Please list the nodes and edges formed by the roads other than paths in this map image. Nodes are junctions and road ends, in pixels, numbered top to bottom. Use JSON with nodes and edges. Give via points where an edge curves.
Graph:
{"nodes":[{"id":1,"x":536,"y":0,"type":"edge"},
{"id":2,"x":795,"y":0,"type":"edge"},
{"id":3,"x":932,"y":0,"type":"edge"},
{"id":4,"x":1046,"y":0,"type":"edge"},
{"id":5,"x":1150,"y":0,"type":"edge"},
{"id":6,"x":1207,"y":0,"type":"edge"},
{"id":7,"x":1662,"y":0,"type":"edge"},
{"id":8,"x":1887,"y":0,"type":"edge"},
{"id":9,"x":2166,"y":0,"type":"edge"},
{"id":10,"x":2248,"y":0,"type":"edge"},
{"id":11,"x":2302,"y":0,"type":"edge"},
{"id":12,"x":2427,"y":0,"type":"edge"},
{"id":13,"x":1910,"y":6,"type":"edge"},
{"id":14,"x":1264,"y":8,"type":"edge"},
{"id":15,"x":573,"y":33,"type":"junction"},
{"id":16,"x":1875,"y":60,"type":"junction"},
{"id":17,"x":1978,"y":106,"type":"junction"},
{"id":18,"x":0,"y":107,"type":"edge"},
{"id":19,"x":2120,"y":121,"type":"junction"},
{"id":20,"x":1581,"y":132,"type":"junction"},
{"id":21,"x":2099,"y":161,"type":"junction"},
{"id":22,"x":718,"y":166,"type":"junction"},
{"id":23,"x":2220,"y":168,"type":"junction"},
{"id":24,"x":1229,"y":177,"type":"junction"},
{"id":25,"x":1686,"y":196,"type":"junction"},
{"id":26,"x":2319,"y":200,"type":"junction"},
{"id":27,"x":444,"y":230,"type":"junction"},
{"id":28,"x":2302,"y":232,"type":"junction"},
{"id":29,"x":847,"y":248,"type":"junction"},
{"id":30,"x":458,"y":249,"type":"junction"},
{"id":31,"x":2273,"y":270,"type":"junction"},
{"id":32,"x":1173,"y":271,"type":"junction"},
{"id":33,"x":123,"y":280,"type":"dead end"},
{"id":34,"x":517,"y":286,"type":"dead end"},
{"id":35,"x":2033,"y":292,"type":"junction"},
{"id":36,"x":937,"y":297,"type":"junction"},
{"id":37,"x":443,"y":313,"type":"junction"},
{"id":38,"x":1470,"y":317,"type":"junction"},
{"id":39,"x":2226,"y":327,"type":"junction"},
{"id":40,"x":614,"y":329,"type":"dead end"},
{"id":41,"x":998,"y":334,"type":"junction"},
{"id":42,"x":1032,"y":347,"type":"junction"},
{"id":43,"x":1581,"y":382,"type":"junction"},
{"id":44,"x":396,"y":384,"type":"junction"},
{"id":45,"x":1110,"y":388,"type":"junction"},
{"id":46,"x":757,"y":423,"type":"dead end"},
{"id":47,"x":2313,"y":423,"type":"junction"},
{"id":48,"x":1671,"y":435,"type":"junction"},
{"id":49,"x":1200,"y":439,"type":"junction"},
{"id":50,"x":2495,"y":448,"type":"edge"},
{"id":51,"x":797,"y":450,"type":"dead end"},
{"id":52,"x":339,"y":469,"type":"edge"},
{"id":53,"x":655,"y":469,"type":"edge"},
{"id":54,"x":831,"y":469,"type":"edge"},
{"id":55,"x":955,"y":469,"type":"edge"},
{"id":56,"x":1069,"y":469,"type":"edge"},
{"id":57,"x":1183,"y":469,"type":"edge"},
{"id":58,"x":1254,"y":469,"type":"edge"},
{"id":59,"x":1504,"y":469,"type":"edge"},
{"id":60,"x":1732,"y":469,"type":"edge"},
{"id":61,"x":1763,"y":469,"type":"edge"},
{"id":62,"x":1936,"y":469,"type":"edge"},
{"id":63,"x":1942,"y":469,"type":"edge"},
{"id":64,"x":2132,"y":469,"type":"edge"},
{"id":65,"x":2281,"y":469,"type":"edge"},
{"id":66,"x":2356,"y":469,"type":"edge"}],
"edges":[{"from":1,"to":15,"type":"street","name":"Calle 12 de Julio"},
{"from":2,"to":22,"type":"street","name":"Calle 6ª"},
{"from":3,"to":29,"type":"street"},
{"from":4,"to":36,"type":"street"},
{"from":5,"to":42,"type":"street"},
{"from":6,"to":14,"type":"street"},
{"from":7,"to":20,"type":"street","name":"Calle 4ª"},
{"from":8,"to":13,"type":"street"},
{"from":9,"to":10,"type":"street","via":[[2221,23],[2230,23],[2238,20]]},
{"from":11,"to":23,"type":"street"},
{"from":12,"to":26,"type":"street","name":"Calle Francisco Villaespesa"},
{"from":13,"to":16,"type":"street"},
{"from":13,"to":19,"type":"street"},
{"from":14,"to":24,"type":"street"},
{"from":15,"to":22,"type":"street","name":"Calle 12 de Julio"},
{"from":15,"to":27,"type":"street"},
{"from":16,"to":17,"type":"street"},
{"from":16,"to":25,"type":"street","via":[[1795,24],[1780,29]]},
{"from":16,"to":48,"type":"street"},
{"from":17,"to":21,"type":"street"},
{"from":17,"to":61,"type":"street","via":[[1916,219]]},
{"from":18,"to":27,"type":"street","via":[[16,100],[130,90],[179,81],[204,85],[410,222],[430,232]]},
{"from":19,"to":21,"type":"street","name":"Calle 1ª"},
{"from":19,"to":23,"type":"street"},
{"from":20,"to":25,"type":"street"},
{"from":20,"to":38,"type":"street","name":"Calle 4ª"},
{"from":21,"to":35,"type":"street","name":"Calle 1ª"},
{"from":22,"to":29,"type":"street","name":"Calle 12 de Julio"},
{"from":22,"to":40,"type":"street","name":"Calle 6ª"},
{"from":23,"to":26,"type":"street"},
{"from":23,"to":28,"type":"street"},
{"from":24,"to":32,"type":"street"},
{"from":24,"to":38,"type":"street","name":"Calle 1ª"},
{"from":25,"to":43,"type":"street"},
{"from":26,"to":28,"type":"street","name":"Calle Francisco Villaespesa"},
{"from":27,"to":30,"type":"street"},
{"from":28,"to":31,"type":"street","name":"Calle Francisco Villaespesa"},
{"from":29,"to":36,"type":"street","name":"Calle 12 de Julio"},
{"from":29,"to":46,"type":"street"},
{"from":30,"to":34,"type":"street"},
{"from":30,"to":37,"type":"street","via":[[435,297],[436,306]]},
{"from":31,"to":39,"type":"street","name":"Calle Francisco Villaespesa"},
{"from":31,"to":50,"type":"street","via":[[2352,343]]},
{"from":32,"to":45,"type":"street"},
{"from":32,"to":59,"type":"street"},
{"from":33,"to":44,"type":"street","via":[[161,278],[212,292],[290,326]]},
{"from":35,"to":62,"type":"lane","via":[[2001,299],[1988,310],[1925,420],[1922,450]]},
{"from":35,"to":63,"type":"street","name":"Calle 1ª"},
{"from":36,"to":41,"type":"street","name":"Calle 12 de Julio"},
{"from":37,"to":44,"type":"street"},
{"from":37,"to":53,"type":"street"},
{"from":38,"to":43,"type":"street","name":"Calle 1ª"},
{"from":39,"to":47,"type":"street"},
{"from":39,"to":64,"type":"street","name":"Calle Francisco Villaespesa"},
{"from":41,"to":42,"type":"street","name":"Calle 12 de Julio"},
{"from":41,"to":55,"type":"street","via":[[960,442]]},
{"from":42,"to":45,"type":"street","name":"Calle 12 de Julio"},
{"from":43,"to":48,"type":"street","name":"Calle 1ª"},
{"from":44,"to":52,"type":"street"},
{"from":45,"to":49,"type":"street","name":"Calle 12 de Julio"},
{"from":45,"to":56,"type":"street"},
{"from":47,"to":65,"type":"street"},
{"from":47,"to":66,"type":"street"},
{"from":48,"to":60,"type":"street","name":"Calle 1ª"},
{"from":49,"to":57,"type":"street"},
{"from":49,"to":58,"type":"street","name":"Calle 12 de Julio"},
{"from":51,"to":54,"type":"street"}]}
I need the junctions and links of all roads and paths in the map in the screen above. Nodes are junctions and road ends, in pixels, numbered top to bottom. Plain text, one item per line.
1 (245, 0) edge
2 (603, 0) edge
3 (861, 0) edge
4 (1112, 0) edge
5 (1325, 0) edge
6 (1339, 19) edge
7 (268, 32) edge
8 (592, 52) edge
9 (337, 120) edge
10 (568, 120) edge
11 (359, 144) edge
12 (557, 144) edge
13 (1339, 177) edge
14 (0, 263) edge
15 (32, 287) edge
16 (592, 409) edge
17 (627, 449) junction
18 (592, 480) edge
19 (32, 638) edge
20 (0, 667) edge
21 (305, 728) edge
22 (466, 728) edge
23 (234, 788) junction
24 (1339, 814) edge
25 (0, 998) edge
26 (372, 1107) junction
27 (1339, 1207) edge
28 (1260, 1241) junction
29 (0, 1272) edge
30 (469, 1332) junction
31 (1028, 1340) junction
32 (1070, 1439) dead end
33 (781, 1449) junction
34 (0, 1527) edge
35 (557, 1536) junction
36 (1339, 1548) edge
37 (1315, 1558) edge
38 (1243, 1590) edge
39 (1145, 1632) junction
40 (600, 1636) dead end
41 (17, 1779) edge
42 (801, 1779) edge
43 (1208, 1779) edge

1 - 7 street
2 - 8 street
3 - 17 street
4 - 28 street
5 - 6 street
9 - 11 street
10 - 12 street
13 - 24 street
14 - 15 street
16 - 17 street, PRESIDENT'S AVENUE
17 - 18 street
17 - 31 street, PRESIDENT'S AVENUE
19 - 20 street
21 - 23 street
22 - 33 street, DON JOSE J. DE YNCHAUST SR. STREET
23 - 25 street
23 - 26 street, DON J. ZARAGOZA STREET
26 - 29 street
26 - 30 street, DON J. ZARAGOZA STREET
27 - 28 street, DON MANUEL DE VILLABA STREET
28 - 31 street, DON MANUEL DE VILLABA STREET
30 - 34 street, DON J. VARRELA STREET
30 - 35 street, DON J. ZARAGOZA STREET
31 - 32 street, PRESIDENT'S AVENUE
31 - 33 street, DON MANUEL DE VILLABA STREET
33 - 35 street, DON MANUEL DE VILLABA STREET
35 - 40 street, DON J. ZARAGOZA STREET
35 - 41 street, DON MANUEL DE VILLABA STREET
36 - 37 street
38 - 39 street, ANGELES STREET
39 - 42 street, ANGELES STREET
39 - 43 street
•••••
YOUR ASSIGNMENT:
Check each line of the records above for the string "edges", and report every line that has it.

EXERCISE ANSWER:
Please list the nodes and edges formed by the roads other than paths in this map image. Nodes are junctions and road ends, in pixels, numbered top to bottom. Use JSON with nodes and edges. Give via points where an edge curves.
"edges":[{"from":1,"to":15,"type":"street","name":"Calle 12 de Julio"},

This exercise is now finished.